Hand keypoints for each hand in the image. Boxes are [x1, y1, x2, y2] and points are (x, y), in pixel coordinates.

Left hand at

· · · · · · ·

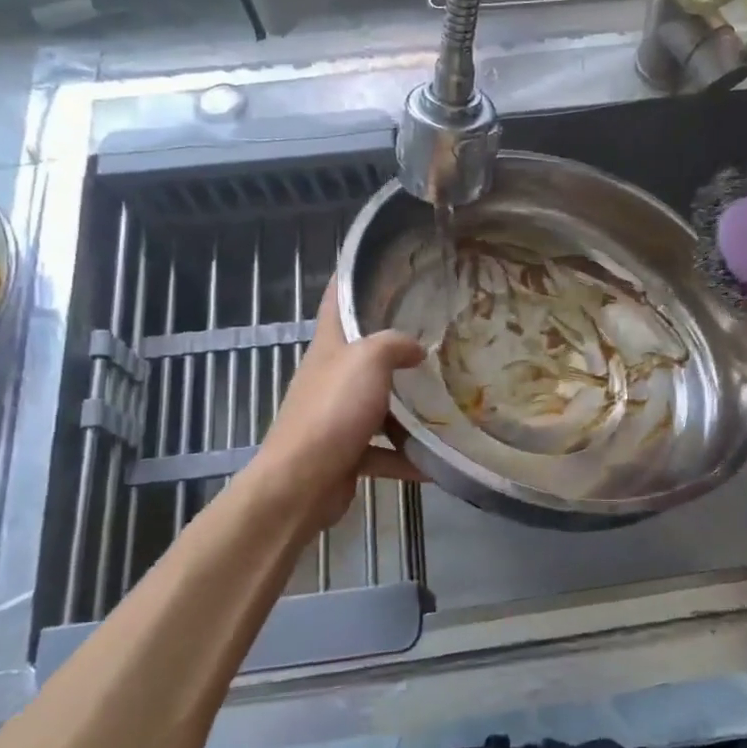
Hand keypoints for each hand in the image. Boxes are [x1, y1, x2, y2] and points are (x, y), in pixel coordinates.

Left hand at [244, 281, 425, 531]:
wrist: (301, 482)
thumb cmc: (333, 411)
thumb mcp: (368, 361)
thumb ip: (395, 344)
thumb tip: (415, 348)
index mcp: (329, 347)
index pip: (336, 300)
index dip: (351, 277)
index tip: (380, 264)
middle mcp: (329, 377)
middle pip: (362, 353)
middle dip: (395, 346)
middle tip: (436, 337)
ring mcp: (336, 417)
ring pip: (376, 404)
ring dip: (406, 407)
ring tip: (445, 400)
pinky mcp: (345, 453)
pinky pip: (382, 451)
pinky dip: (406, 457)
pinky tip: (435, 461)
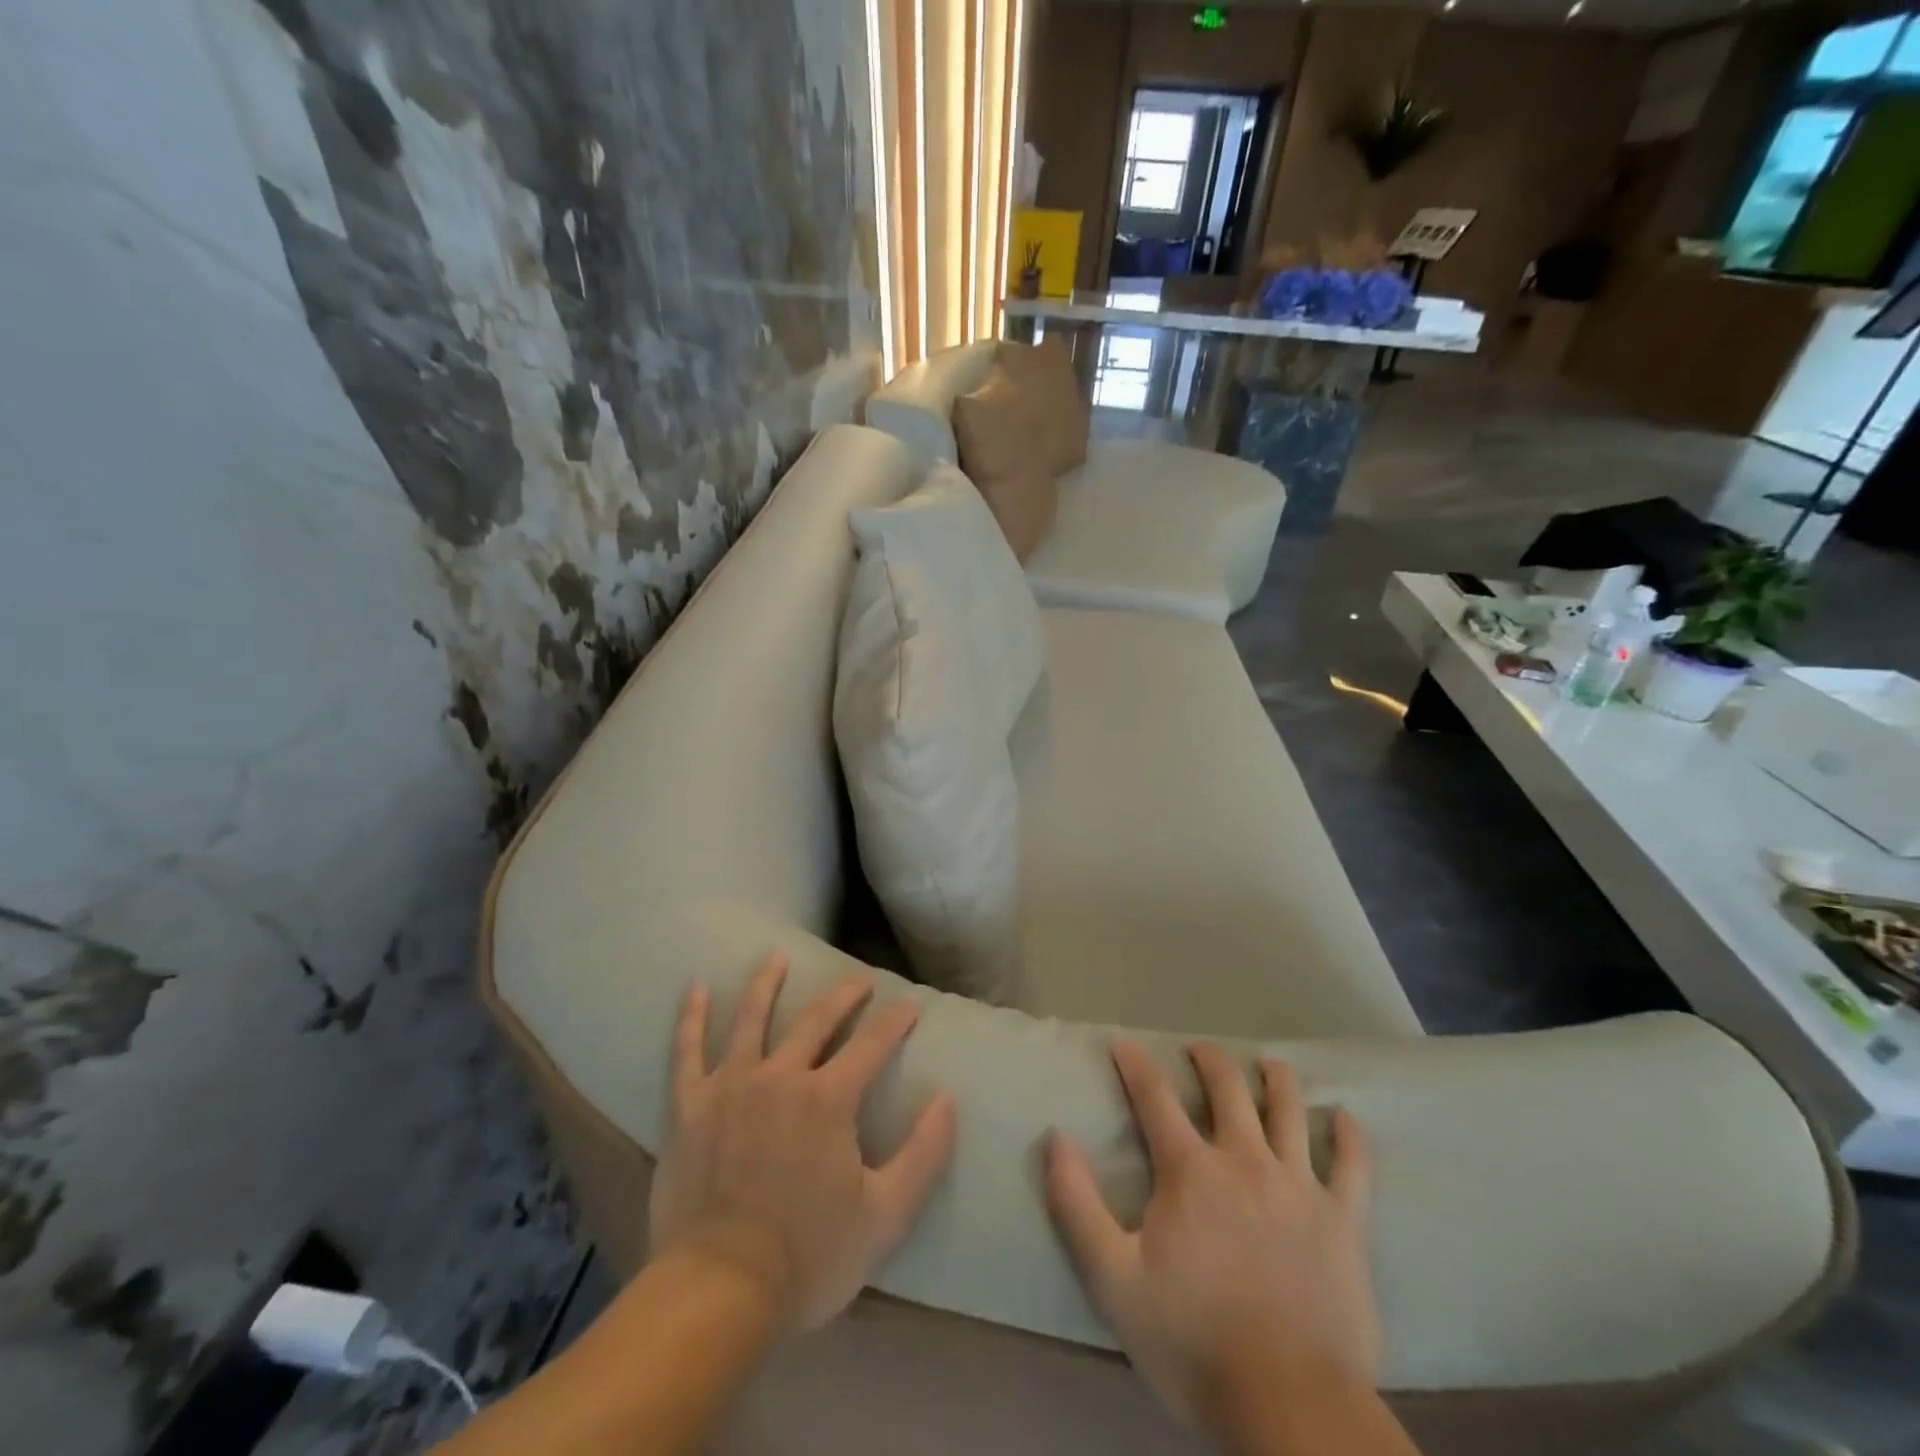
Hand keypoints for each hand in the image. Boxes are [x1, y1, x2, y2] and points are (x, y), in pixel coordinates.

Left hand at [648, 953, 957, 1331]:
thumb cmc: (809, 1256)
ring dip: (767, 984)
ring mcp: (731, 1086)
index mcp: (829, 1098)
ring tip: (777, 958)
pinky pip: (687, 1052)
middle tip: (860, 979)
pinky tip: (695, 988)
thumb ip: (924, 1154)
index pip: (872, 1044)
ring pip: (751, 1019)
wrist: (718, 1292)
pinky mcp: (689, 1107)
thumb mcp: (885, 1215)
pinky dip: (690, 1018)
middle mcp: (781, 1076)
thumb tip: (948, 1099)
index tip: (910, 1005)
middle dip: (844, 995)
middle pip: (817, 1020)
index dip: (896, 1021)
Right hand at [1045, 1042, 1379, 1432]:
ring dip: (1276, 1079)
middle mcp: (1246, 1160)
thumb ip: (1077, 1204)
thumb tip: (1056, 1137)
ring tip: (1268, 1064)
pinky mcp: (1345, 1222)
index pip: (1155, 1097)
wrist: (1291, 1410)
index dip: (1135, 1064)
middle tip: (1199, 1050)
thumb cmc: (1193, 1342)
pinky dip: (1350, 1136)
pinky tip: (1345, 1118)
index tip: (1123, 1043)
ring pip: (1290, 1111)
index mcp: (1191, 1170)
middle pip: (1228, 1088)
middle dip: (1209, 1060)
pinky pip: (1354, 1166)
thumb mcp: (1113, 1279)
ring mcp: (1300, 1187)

· · · · · · ·

=== What you should do ===
Using the records above, write out exactly the lines between the one holding "ring pip: (751, 1019)" and the one holding "thumb tip: (1056, 1137)", inclusive; leave everything else out.

=== Your response ===
ring pip: (751, 1019)
wrist: (718, 1292)
pinky mcp: (689, 1107)
thumb mcp: (885, 1215)
pinky dip: (690, 1018)
middle mcp: (781, 1076)
thumb tip: (948, 1099)
index tip: (910, 1005)
middle dip: (844, 995)
middle pip: (817, 1020)
index dip: (896, 1021)
Right hand at [1045, 1042, 1379, 1432]:
ring dip: (1276, 1079)
middle mcp: (1246, 1160)
thumb ip: (1077, 1204)
thumb tip: (1056, 1137)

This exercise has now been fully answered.